Nel complesso, dunque, gli asiatici e le loro civiltà non occuparono una posizione di subalternità nell'immaginario collettivo europeo tra il Cinquecento e il Settecento, e il mito del «buon cinese» si perpetuò sino a quando non intervennero mutamenti significativi che alterarono il rapporto tra Occidente e Oriente e, con esso, la reciproca percezione del valore delle rispettive civiltà. Ciò avvenne allorché in Europa si verificò un generale innalzamento del livello di vita, che ebbe l'effetto di rendere più evidente la debolezza politica, la vulnerabilità economica e l'inferiorità militare delle società dell'Asia. La rivoluzione industriale, lo sviluppo del sistema capitalista, l'evoluzione della scienza e della tecnologia moderne, assieme alle ripercussioni che queste trasformazioni ebbero sull'attività produttiva, sull'ambito sociale, sui ritmi lavorativi e sull'esistenza quotidiana dell'individuo, rappresentano i molteplici aspetti di un fenomeno storico che riguardò non solo l'Europa, dato che ciò contribuì a rendere funzionante un «sistema mondo» teso a collegare le varie realtà sociali attraverso un legame di interdipendenza. Tale sistema, infatti, non si limitò a interessare i soggetti attivi, rilevanti all'interno di quel sistema, ma andò investendo zone periferiche e coinvolgendo anche quelli che potremmo definire soggetti passivi, tra cui i Paesi oggetto della colonizzazione occidentale. Prese così avvio un nuovo ciclo di espansione assai diverso da quello precedente, innanzi tutto in quanto lo sviluppo di tecniche industriali e di modi di organizzazione economica e del lavoro in cerca di nuovi spazi si fondò sullo sfruttamento di zone periferiche, che furono via via assorbite all'interno di questo sistema. Una ulteriore novità rispetto al passato è costituita dal fatto che i traffici commerciali non riguardarono più soltanto beni di lusso o materiali preziosi, ovvero prodotti richiesti in ristretti ambiti delle società interessate; il commercio si basò su merci di consumo, un consumo destinato a settori sempre più ampi delle società interne al sistema. E se, fino ad ora, erano stati i prodotti dell'Asia a transitare verso l'Europa, dalla prima metà del Settecento alcuni prodotti europei (come lana, rame e altri tessuti) cominciarono a essere sempre più richiesti nei mercati asiatici.

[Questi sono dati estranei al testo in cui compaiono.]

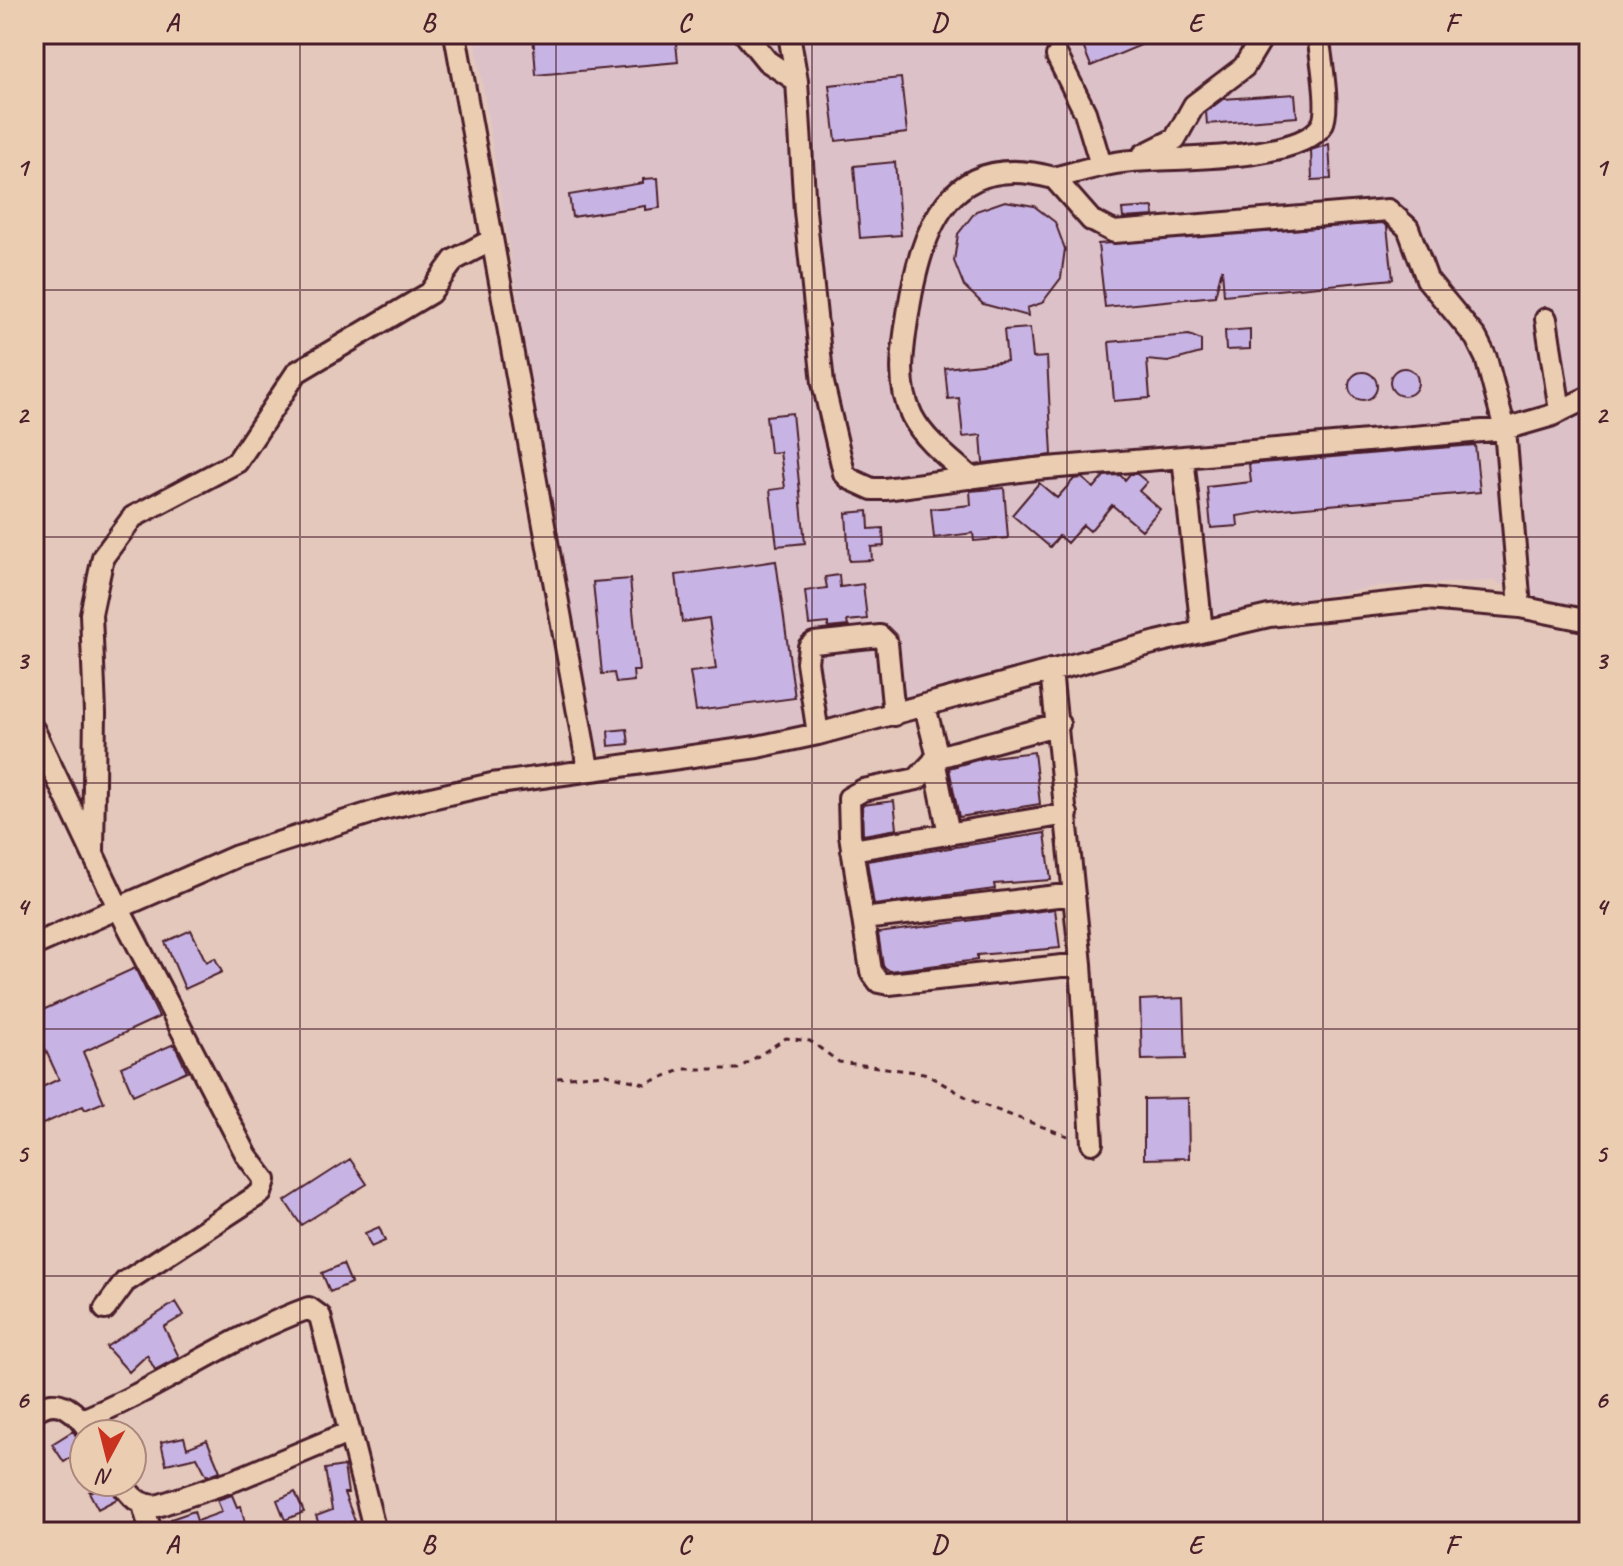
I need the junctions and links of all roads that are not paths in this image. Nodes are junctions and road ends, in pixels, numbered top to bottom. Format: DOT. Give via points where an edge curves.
graph roads {
  1 [pos="455,34"];
  2 [pos="745,34"];
  3 [pos="789,34"];
  4 [pos="1264,34"];
  5 [pos="1318,34"];
  6 [pos="1057,56"];
  7 [pos="797,81"];
  8 [pos="1132,161"];
  9 [pos="1101,165"];
  10 [pos="1054,178"];
  11 [pos="492,240"];
  12 [pos="1546,319"];
  13 [pos="1589,397"];
  14 [pos="1560,411"];
  15 [pos="1505,429"];
  16 [pos="1183,457"];
  17 [pos="971,478"];
  18 [pos="1520,607"];
  19 [pos="1589,621"];
  20 [pos="1202,631"];
  21 [pos="1051,670"];
  22 [pos="925,707"];
  23 [pos="894,715"];
  24 [pos="1059,724"];
  25 [pos="34,730"];
  26 [pos="818,734"];
  27 [pos="936,758"];
  28 [pos="588,768"];
  29 [pos="1067,814"];
  30 [pos="949,834"];
  31 [pos="852,850"];
  32 [pos="93,851"];
  33 [pos="1074,894"];
  34 [pos="119,909"];
  35 [pos="863,919"];
  36 [pos="34,945"];
  37 [pos="1081,964"];
  38 [pos="1092,1143"];
  39 [pos="105,1309"];
  40 [pos="34,1412"];
  41 [pos="76,1418"];
  42 [pos="101,1418"];
  43 [pos="350,1432"];
  44 [pos="132,1498"];
  45 [pos="143,1505"];
  46 [pos="151,1532"];
  47 [pos="375,1532"];
  1 -- 11 [label="street"];
  2 -- 7 [label="street" via="767,61"];
  3 -- 7 [label="street"];
  4 -- 8 [label="street" via="1244,67 1194,105 1175,139"];
  5 -- 8 [label="street" via="1325,110 1323,125 1309,138 1228,155"];
  6 -- 9 [label="street" via="1085,112"];
  7 -- 17 [label="street" via="823,383 844,473 872,489"];
  8 -- 9 [label="street"];
  9 -- 10 [label="street"];
  10 -- 15 [label="street" via="1091,220 1114,232 1388,210 1408,228 1427,279 1483,350"];
  10 -- 17 [label="street" via="1010,173 963,184 937,211 916,262 902,356 904,394 923,433"];
  11 -- 28 [label="street"];
  11 -- 32 [label="street" via="454,260 430,293 297,372 237,462 133,517 103,557 91,614"];
  12 -- 14 [label="street"];
  13 -- 14 [label="street"];
  14 -- 15 [label="street"];
  15 -- 16 [label="street"];
  15 -- 18 [label="street"];
  16 -- 17 [label="street"];
  16 -- 20 [label="street"];
  18 -- 19 [label="street"];
  18 -- 20 [label="street" via="1384,601"];
  20 -- 21 [label="street"];
  21 -- 22 [label="street"];
  21 -- 24 [label="street"];
  22 -- 23 [label="street"];
  22 -- 27 [label="street"];
  23 -- 26 [label="street"];
  23 -- 26 [label="street" via="887,643 880,636 814,643 807,662"];
  24 -- 27 [label="street"];
  24 -- 29 [label="street"];
  25 -- 32 [label="street"];
  26 -- 28 [label="street"];
  27 -- 30 [label="street"];
  27 -- 31 [label="street" via="917,779 849,798"];
  28 -- 34 [label="street" via="492,784 326,825 237,856"];
  29 -- 30 [label="street"];
  29 -- 33 [label="street"];
  30 -- 31 [label="street"];
  31 -- 35 [label="street"];
  32 -- 34 [label="street"];
  33 -- 35 [label="street"];
  33 -- 37 [label="street"];
  34 -- 36 [label="street"];
  34 -- 39 [label="street" via="265,1187 125,1282"];
  35 -- 37 [label="street" via="871,971 879,982"];
  37 -- 38 [label="street"];
  40 -- 41 [label="street" via="61,1404"];
  42 -- 43 [label="street" via="255,1330 309,1308 320,1316"];
  43 -- 45 [label="street" via="235,1480 167,1503"];
  43 -- 47 [label="street"];
  44 -- 45 [label="street"];
  45 -- 46 [label="street"];
}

Al mutato rapporto economico e politico tra Europa e Asia corrispose una diversa percezione delle società asiatiche, considerate sempre più come immobili e stagnanti, nonché l'affermazione del mito dell'«uomo» bianco e, con esso, della superiorità dei valori e dei sistemi economico-sociali e politici di cui egli era portatore. D'altronde, l'industrializzazione fu soltanto una parte di quella che Eric Hobsbawm definisce come la «duplice» rivoluzione avvenuta nell'Europa tra fine Settecento e inizio Ottocento; l'altra è rappresentata da una serie di trasformazioni delle idee e dei modi di organizzazione politica, che concorsero alla definizione di forme di governo costituzionale e di ideologie nazionaliste necessarie per attivare tutte le potenziali risorse di una nazione. In altre parole, il modello economico-sociale, le tecniche e i modi di produzione che si svilupparono dal processo di industrializzazione in Europa furono sorretti da un'ideologia tesa a sottolineare la validità del modello di civiltà occidentale. Pertanto, la nascita della società capitalistica nell'Europa moderna, lo sviluppo degli Stati nazionali e la definizione di un nuovo sistema di relazioni tra le entità statali furono accompagnati sia da una progressiva alterazione del rapporto politico e militare tra Europa e Asia, sia da un radicale mutamento del giudizio espresso dagli europei verso gli asiatici. Si andò così affermando una nuova visione dell'Oriente come ennesima proiezione della nuova idea che l'Occidente aveva coniato di sé: una realtà barbara, arretrata e decadente situata alla periferia del mondo civile, progredito, moderno. Il mito del «buon cinese» fu superato per lasciare spazio al modello rappresentato ora dall'«uomo» bianco, dotato di una naturale superiorità culturale, morale e intellettuale rispetto a tutti gli altri popoli. Un modello, questo, che sarebbe stato dapprima imposto, quindi accettato e infine rifiutato, in Asia come altrove. Ciò sarebbe avvenuto con modalità ed esiti diversificati nelle varie società orientali ma, in termini generali, appare lecito dire che questo processo si articolò attraverso alcune fasi principali e comuni a molte di esse:
- una penetrazione commerciale attuata con gli strumenti propri del colonialismo e, se necessario, con l'uso delle armi, che incontrò forme di resistenza più o meno aperte e vigorose;
- un tentativo di liberarsi dalla propria condizione di subalternità attraverso la ricerca del «segreto» della superiorità economica e militare delle Potenze, che aprì la strada a forme di imitazione quali l'industrializzazione, la modernizzazione o la «occidentalizzazione»;
- il consolidamento di una coscienza nazionale e lo sviluppo di movimenti di liberazione nazionale che avrebbero aperto la strada a rivendicazioni anticoloniali e a prospettive di indipendenza2.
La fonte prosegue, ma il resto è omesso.